Ch6 Figure1


In [1]:
# Think about your running shoe website. A data analyst should have little trouble finding websites that referred customers to the store. Let's say that most of your customers came from Twitter, Google and Facebook. There were also quite a few customers that came from running shoe websites. A good data analyst easily creates a report of the top 50 websites. These are websites that people visited just before buying. Trying to find out where people are coming from is a good analytics question. It's about gathering up the data, counting it and displaying it in a nice report.

referrals = ['facebook', 'google', 'amazon', 'twitter', 'slickdeals', 'instagram', 'pinterest', 'ebates', 'fitness magazine', 'discovery', 'youtube', 'messenger']
referral_type = ['organic', 'paid']
data = []

for i in range(1000):
    data.append([i, random_date(), referrals[rd.randint(0, len(referrals)-1)], referral_type[rd.randint(0, len(referral_type)-1)]])

df = pd.DataFrame(data, columns = ['id', 'timestamp', 'referral-site', 'referral-type'])
# df.to_csv('csv_output/ch6_fig1.csv', index=False)
df = pd.read_csv('csv_output/ch6_fig1.csv')
df.head()


Out[1]:
id timestamp referral-site referral-type
0 0 2009-03-12 22:49:53 pinterest paid
1 1 2009-03-26 13:56:06 slickdeals organic
2 2 2009-03-08 15:00:06 google paid
3 3 2009-03-17 05:17:07 google paid
4 4 2009-03-18 14:48:54 google paid

In [2]:
df = pd.read_csv('csv_output/ch6_fig1.csv')
site_count = df.groupby('referral-site').id.count().reset_index()
site_type_count = df.groupby(['referral-site', 'referral-type']).id.count().reset_index()

%matplotlib inline
sns.set_style("whitegrid")

f, ax = plt.subplots(1,2, figsize=(8,6))
sns.barplot(x='id', y='referral-site', data=site_count, ax=ax[0], color='cornflowerblue');
ax[0].set_title('refferal-site total visits')
ax[0].set_xlabel('')

sns.barplot(x='id', y='referral-site', hue='referral-type', data=site_type_count, ax=ax[1]);
ax[1].legend(loc='center right', bbox_to_anchor=(1.5, .9));
ax[1].set_title('referral-site by referral-type')
ax[1].set_xlabel('')

f.tight_layout()
f.savefig('svg_output/ch6_fig1.svg', format='svg', bbox_inches='tight')

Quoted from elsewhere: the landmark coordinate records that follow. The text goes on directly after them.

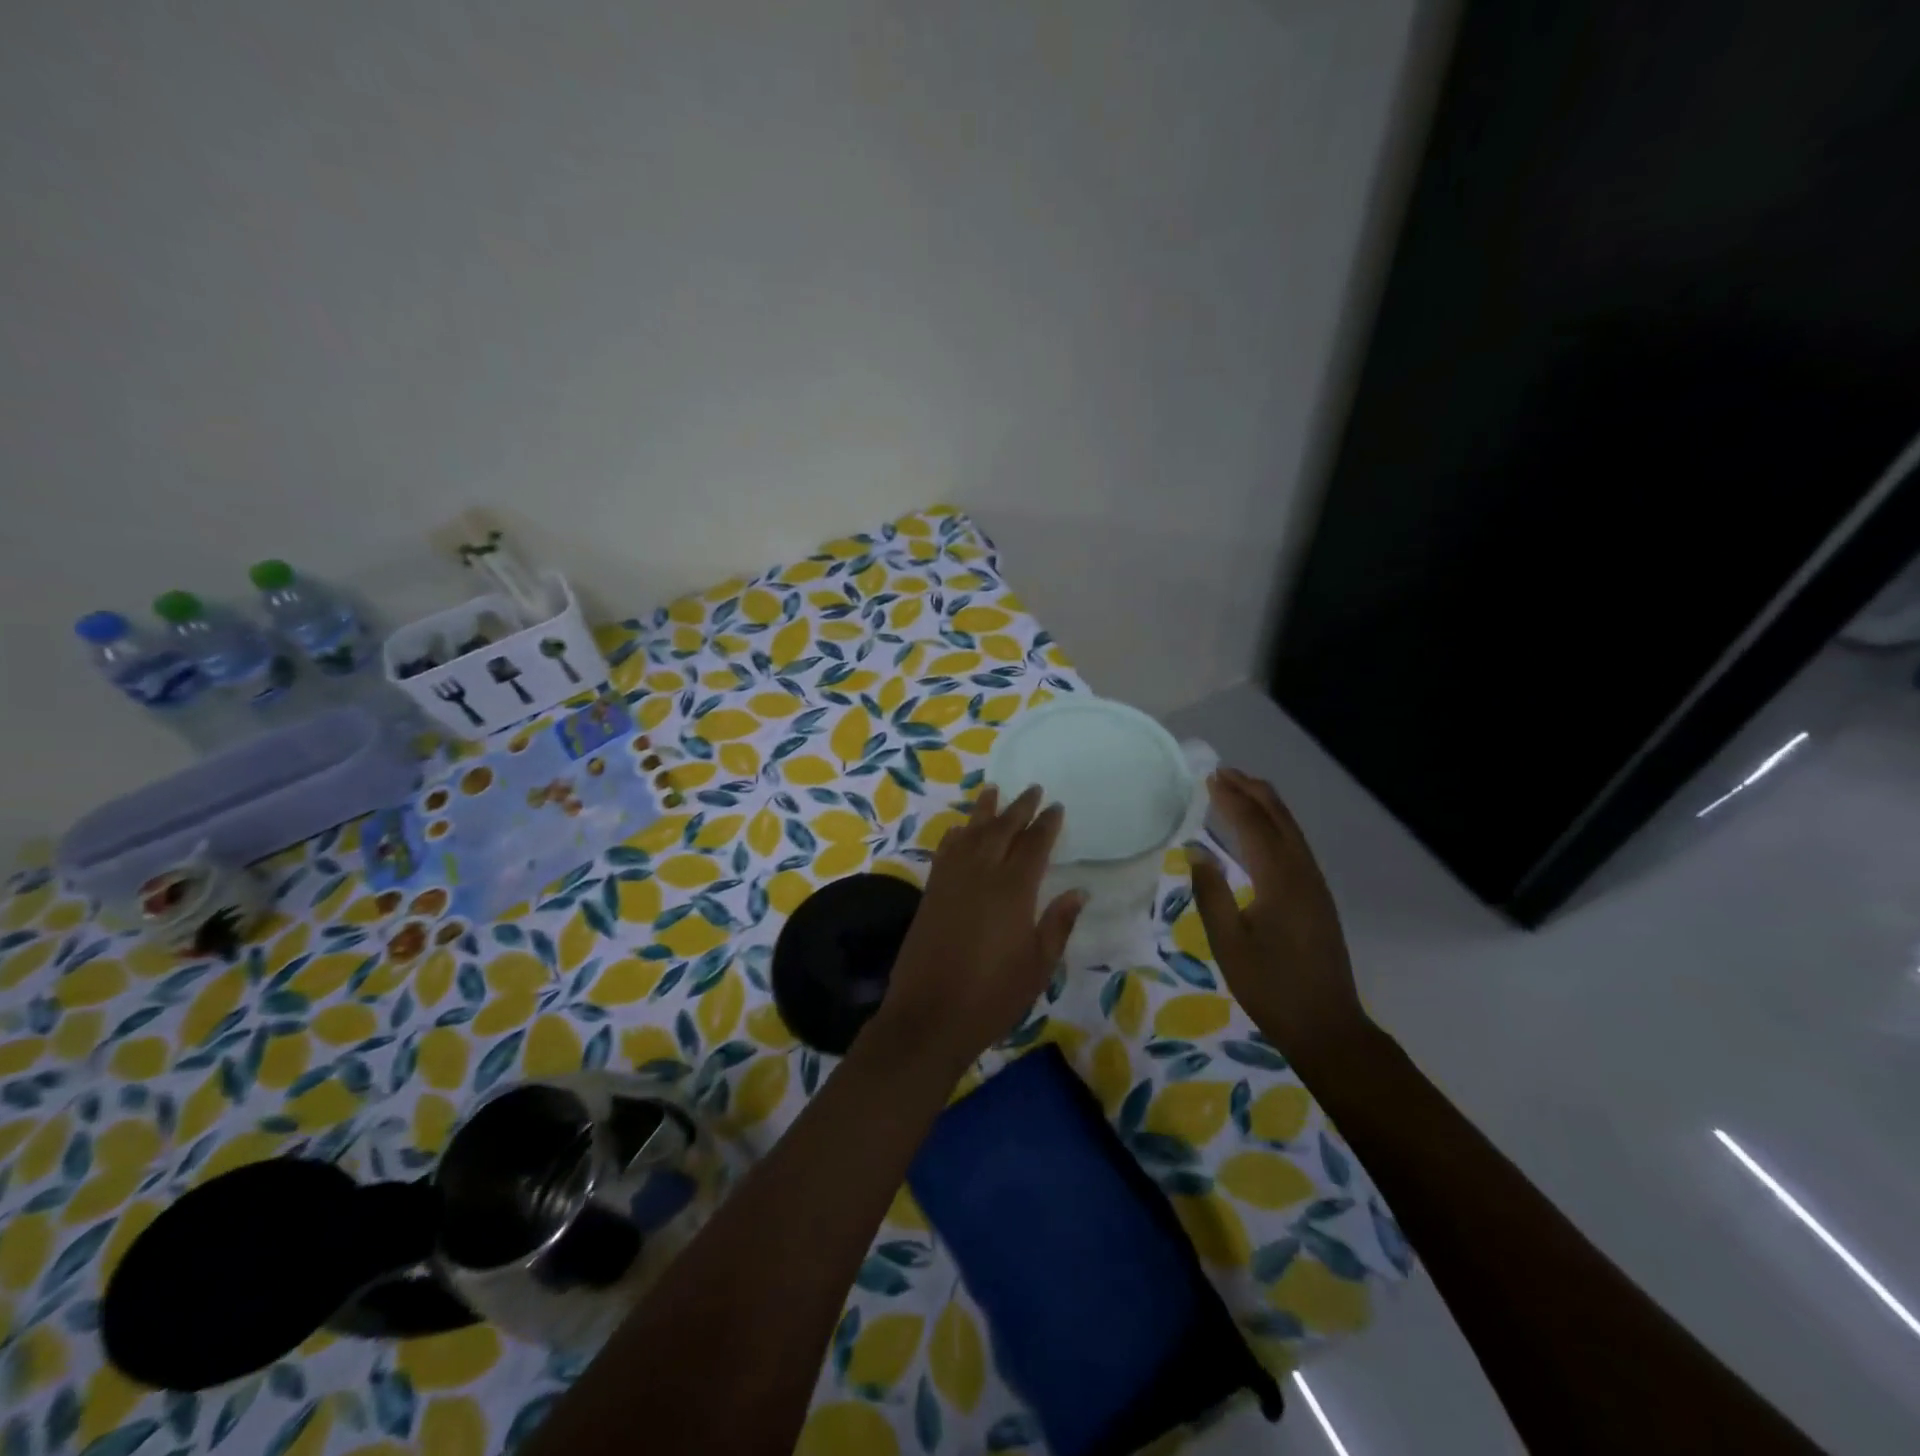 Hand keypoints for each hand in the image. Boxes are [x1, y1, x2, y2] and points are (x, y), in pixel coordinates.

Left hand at [868, 785, 1083, 1077]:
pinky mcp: (931, 893)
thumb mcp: (1038, 965)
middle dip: (1018, 808)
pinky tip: (958, 830)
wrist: (930, 1015)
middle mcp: (981, 874)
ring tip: (992, 790)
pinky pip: (945, 852)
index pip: (1034, 845)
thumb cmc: (993, 995)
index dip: (1046, 824)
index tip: (1055, 806)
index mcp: (1013, 889)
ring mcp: (951, 881)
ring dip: (983, 812)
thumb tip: (1079, 892)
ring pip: (969, 833)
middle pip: (1001, 829)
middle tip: (1031, 789)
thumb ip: (1058, 924)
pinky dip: (954, 836)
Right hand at [1186, 767, 1366, 1062]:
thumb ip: (1211, 892)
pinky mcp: (1317, 896)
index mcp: (1279, 879)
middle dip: (1252, 791)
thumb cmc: (1270, 986)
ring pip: (1291, 830)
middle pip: (1279, 818)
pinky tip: (1262, 830)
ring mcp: (1314, 884)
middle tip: (1223, 772)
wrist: (1326, 1025)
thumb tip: (1195, 849)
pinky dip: (1276, 824)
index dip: (1231, 798)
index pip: (1253, 824)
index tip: (1209, 777)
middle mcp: (1302, 872)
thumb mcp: (1228, 942)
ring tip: (1240, 789)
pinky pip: (1295, 845)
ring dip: (1266, 805) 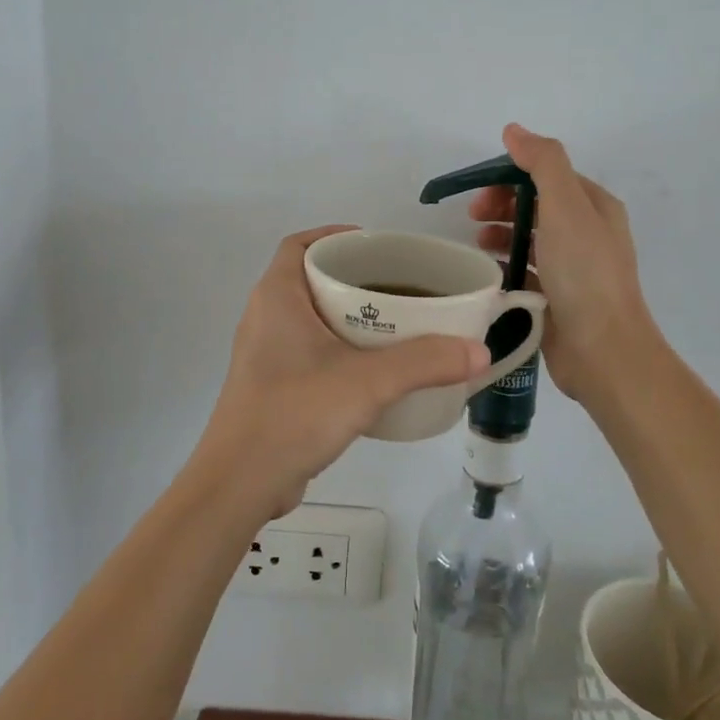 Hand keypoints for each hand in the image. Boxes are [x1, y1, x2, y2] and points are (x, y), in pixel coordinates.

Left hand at [193, 227, 490, 517]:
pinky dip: (339, 349)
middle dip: (353, 277)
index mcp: (276, 296)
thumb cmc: (295, 413)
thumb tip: (479, 350)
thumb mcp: (368, 382)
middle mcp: (265, 317)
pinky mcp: (271, 387)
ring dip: (347, 316)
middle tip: (399, 286)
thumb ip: (425, 362)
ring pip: (311, 318)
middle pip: (310, 279)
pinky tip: (373, 370)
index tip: (376, 246)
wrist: (240, 484)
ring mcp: (265, 355)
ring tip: (395, 324)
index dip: (335, 235)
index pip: (300, 244)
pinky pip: (309, 351)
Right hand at [470, 124, 662, 402]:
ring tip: (477, 244)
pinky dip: (507, 266)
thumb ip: (542, 163)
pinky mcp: (558, 298)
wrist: (603, 350)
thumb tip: (514, 131)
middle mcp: (587, 233)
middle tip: (472, 217)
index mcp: (595, 206)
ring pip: (531, 239)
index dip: (511, 176)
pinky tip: (489, 273)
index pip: (548, 176)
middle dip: (503, 205)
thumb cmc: (584, 273)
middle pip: (537, 205)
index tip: (480, 191)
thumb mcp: (566, 206)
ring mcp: (574, 269)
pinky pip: (528, 272)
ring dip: (502, 234) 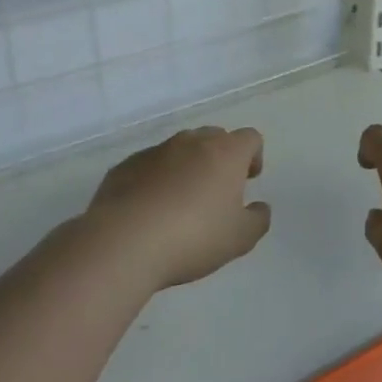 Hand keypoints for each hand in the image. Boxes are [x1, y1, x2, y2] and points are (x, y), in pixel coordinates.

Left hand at [51, 127, 270, 290]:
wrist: (122, 243)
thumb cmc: (193, 237)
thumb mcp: (240, 238)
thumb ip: (258, 219)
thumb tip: (259, 207)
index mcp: (225, 153)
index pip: (250, 138)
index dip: (253, 156)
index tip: (249, 179)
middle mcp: (191, 143)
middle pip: (214, 137)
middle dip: (220, 158)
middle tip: (217, 190)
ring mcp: (154, 152)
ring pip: (179, 150)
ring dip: (186, 167)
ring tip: (181, 202)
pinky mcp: (123, 167)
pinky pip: (149, 166)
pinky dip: (155, 180)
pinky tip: (150, 210) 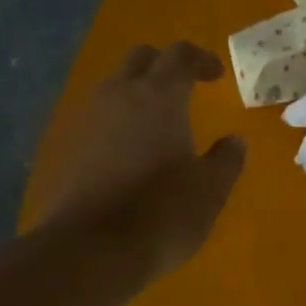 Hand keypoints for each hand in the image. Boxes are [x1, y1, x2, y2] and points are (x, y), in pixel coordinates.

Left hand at [35, 42, 245, 280]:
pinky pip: (98, 118)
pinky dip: (118, 121)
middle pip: (140, 59)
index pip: (180, 55)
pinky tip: (131, 150)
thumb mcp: (210, 190)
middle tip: (186, 87)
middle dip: (165, 65)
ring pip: (114, 86)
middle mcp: (120, 96)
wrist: (90, 250)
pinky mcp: (71, 148)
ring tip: (159, 120)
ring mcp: (89, 120)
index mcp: (159, 97)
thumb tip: (234, 141)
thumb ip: (226, 160)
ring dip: (138, 92)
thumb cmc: (162, 214)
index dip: (201, 59)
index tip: (217, 75)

Even though facebook, twitter and instagram seem to bring great traffic, but in terms of paid versus organic traffic, while pinterest drives comparable amount of traffic as other sites, but about half of them are paid advertisement.


In [3]:
%load_ext rpy2.ipython

In [4]:
%%R -w 600 -h 300 -u px

require(dplyr)
df = read.csv('csv_output/ch6_fig1.csv')
head(df)

df$timestamp.formated = strptime(df$timestamp, "%Y-%m-%d %H:%M:%S")
df$timestamp.day = as.Date(format(df$timestamp.formated, "%Y-%m-%d"), "%Y-%m-%d")
df = df %>% select(-timestamp.formated)
by_day = df %>% group_by(timestamp.day, referral.type)
by_day_by_type = summarise(by_day, count=n())

require(ggplot2)
ggplot(by_day_by_type, aes(x=timestamp.day, y=count, group=referral.type, colour=referral.type)) + geom_line(size=1) + geom_point(size=3) + scale_x_date(date_labels = "%b %d") + ggtitle('referral click over time by referral type') + theme_bw() + theme(axis.text.x = element_text(angle = 30, hjust= 1))
# ggsave("svg_output/ch6_fig1_R.svg")